[[ TASK INPUT, beginning ]]

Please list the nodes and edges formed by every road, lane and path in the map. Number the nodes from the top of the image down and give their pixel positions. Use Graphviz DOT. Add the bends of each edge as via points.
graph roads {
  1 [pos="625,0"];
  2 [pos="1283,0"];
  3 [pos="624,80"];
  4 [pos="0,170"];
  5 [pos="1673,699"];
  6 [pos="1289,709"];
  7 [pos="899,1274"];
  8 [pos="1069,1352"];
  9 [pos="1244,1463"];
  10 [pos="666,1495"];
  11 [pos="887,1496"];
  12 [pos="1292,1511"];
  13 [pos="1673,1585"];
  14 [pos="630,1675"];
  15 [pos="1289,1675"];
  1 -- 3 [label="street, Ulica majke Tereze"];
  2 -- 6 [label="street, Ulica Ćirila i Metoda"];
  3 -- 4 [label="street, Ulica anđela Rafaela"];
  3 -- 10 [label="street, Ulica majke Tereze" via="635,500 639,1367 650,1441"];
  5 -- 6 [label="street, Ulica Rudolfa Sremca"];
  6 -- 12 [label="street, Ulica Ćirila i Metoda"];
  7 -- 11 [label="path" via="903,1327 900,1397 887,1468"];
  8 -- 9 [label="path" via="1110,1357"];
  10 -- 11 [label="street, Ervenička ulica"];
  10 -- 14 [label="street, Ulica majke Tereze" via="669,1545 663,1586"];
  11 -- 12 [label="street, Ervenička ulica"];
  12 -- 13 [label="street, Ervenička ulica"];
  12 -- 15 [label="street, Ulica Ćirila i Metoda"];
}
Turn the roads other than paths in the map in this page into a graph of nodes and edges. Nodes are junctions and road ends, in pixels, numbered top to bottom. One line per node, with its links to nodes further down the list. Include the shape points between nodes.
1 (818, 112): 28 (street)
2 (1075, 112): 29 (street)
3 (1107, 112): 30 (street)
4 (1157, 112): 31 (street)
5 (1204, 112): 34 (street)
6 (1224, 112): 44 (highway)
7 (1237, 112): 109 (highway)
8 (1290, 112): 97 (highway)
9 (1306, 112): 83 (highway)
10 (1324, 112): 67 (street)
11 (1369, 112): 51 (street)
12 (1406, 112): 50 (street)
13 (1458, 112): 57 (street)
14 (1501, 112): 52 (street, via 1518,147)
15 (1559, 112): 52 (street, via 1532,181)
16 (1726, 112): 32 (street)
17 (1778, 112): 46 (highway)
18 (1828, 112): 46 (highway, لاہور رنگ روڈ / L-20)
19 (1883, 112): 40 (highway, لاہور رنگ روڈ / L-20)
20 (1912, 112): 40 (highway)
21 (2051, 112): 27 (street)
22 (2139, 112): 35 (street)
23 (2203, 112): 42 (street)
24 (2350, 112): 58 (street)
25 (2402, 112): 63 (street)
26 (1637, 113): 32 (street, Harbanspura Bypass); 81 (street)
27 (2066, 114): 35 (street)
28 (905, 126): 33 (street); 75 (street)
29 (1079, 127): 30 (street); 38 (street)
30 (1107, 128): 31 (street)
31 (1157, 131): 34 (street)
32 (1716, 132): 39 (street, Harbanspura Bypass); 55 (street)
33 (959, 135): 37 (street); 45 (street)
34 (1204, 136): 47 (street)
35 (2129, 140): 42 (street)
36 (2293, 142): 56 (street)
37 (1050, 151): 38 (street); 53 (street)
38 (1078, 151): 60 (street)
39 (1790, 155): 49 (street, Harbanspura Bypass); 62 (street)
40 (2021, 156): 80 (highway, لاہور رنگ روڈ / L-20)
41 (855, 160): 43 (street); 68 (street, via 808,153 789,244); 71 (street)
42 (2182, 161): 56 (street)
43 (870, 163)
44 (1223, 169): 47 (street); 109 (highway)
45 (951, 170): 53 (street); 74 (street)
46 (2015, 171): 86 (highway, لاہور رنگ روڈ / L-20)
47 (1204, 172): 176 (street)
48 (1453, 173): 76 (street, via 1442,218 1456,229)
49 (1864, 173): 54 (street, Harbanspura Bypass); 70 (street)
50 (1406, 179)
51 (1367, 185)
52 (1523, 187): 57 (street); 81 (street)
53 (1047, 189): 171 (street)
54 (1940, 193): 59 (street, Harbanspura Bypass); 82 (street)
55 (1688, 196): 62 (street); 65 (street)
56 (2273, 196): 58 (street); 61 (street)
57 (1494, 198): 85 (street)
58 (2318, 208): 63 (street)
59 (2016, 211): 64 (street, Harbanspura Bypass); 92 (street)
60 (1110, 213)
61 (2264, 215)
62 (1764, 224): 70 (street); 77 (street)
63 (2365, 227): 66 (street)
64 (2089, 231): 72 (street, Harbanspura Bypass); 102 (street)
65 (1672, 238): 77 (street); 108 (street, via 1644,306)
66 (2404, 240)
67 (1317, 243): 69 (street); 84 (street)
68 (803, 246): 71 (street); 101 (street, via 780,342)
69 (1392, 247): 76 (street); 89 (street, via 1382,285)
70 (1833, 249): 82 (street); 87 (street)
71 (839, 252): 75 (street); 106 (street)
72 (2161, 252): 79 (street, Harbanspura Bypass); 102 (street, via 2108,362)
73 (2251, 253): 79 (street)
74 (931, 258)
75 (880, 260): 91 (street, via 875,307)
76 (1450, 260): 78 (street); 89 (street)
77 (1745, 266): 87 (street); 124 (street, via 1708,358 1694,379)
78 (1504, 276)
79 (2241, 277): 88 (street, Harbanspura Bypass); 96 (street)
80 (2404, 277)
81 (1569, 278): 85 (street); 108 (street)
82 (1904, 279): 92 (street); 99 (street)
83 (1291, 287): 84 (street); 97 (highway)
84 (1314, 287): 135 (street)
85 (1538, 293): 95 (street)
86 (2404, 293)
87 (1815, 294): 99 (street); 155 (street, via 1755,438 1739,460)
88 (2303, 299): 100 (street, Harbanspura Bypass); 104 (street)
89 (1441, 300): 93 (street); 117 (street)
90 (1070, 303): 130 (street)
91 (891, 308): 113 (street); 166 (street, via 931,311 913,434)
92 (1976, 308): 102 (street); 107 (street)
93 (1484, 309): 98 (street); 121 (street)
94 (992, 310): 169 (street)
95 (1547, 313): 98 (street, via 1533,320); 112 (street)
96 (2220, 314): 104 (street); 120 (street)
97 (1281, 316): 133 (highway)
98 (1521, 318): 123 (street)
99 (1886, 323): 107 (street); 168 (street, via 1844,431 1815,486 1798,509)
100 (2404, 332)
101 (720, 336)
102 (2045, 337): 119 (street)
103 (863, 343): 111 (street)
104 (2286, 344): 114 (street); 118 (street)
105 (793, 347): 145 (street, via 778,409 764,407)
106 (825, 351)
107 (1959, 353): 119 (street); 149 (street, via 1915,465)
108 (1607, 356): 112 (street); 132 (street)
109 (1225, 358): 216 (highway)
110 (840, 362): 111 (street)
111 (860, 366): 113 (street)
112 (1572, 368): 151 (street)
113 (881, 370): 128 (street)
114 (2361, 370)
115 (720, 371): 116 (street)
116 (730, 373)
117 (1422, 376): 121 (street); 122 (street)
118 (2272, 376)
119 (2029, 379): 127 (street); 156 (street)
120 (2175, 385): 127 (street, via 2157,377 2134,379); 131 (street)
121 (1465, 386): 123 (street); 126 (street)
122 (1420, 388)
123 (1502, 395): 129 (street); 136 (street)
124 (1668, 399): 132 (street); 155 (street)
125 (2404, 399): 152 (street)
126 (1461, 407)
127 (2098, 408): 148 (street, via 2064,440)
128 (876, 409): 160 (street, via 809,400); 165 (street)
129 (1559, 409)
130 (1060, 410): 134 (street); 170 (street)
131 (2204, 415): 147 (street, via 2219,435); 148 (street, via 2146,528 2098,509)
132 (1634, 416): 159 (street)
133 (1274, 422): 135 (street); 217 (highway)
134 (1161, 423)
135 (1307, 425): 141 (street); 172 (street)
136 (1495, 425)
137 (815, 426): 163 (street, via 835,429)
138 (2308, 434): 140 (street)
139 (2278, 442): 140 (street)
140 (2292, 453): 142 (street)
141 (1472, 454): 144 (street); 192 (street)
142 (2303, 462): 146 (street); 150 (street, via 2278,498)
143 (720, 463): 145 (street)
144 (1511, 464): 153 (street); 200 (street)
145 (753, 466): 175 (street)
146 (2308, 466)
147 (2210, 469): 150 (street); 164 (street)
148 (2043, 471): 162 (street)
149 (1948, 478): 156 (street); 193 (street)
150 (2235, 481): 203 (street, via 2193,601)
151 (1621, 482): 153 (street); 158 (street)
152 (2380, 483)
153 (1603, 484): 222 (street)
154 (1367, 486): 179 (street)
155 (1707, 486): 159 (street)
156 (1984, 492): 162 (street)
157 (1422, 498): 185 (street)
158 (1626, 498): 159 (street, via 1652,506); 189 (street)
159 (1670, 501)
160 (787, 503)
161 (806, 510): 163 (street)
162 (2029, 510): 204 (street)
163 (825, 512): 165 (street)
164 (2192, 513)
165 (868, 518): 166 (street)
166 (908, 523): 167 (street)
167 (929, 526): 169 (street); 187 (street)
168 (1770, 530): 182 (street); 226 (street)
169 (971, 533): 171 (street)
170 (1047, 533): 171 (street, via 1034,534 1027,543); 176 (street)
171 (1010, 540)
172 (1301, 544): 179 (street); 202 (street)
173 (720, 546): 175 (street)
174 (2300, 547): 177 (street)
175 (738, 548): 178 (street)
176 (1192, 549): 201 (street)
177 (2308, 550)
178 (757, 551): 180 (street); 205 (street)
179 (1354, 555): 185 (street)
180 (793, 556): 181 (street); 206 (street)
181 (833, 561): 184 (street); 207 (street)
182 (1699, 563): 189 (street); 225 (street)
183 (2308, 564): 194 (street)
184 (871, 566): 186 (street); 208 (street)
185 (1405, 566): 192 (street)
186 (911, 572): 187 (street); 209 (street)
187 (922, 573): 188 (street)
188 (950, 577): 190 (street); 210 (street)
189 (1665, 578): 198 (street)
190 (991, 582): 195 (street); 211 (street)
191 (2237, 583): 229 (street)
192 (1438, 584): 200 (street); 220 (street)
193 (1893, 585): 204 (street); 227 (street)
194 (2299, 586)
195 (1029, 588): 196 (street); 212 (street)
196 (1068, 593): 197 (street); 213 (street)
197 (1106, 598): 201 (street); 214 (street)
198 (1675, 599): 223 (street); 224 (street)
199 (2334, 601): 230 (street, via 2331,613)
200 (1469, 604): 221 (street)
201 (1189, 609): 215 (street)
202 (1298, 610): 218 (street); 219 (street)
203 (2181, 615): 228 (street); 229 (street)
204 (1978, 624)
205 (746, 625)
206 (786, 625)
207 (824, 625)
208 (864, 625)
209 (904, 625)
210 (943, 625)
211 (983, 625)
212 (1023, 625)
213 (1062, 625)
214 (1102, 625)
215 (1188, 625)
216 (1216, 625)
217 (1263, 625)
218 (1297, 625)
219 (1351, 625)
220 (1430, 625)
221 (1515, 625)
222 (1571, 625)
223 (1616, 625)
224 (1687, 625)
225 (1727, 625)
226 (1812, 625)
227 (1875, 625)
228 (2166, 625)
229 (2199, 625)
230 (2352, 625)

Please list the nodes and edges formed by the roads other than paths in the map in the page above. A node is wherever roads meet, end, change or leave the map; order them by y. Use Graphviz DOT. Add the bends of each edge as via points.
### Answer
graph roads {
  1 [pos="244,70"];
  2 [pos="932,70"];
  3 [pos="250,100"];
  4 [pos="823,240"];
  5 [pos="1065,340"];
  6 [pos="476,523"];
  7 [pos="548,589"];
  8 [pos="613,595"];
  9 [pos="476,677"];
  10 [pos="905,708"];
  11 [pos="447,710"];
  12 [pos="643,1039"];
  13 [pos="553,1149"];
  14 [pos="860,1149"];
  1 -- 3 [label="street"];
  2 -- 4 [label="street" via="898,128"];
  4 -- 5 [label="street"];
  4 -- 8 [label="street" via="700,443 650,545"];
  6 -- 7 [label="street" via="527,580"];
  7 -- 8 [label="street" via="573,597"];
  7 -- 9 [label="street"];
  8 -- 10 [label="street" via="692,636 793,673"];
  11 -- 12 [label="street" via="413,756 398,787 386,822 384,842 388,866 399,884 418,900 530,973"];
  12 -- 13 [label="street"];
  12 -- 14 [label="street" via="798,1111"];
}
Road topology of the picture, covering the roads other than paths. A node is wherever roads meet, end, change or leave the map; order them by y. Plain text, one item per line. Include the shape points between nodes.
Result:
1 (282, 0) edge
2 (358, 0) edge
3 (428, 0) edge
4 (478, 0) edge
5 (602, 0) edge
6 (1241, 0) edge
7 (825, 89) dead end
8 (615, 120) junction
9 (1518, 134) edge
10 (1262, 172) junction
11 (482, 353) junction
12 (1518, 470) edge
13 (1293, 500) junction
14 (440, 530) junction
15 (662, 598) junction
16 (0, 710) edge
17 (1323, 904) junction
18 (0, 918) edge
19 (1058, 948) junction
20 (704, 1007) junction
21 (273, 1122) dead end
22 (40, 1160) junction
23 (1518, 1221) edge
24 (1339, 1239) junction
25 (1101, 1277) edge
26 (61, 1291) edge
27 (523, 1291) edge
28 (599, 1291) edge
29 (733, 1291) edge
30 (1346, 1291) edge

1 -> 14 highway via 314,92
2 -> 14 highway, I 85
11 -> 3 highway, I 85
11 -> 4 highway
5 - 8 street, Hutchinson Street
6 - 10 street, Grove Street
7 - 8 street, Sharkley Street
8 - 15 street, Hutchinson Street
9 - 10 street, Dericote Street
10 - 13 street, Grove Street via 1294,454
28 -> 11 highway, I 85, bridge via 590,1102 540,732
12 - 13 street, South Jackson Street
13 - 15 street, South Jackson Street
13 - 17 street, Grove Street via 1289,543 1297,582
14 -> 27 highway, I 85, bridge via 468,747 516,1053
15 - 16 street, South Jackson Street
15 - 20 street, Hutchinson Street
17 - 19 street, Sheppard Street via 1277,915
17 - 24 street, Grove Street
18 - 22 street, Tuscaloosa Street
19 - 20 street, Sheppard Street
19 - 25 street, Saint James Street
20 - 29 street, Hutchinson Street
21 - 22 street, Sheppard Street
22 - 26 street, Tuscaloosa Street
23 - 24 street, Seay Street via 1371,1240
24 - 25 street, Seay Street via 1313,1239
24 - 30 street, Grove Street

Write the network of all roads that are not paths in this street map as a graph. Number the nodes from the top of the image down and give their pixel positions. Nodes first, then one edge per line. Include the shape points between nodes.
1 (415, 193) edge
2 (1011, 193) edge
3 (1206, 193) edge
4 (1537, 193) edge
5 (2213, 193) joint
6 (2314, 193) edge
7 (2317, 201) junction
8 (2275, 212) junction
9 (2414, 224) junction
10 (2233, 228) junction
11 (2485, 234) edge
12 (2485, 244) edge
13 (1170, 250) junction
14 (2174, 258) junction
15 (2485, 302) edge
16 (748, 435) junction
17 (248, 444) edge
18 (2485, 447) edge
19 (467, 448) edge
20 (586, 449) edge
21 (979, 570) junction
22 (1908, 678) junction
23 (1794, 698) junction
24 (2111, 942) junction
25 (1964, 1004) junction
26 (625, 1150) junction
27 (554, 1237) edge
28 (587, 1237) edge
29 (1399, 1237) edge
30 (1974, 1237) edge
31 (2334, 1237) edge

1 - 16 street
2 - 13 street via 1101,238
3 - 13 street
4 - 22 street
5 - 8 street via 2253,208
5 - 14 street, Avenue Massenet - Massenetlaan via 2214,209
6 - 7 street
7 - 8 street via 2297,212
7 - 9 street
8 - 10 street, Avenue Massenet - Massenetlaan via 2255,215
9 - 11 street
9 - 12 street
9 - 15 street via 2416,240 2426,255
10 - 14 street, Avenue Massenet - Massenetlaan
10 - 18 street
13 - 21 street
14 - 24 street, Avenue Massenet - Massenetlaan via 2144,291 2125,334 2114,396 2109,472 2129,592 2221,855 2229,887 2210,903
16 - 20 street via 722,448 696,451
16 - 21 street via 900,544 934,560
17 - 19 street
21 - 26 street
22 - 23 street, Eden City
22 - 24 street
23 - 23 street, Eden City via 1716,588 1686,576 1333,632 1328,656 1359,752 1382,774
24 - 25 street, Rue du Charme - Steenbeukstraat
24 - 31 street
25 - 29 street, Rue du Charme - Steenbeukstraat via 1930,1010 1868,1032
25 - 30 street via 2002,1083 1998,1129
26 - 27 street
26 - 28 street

[[ TASK INPUT, end ]]

Reproduce every line of the material above that has the string "لاہور".

PROBLEM SOLUTION
18 (1828, 112): 46 (highway, لاہور رنگ روڈ / L-20)
19 (1883, 112): 40 (highway, لاہور رنگ روڈ / L-20)
40 (2021, 156): 80 (highway, لاہور رنگ روڈ / L-20)
46 (2015, 171): 86 (highway, لاہور رنگ روڈ / L-20)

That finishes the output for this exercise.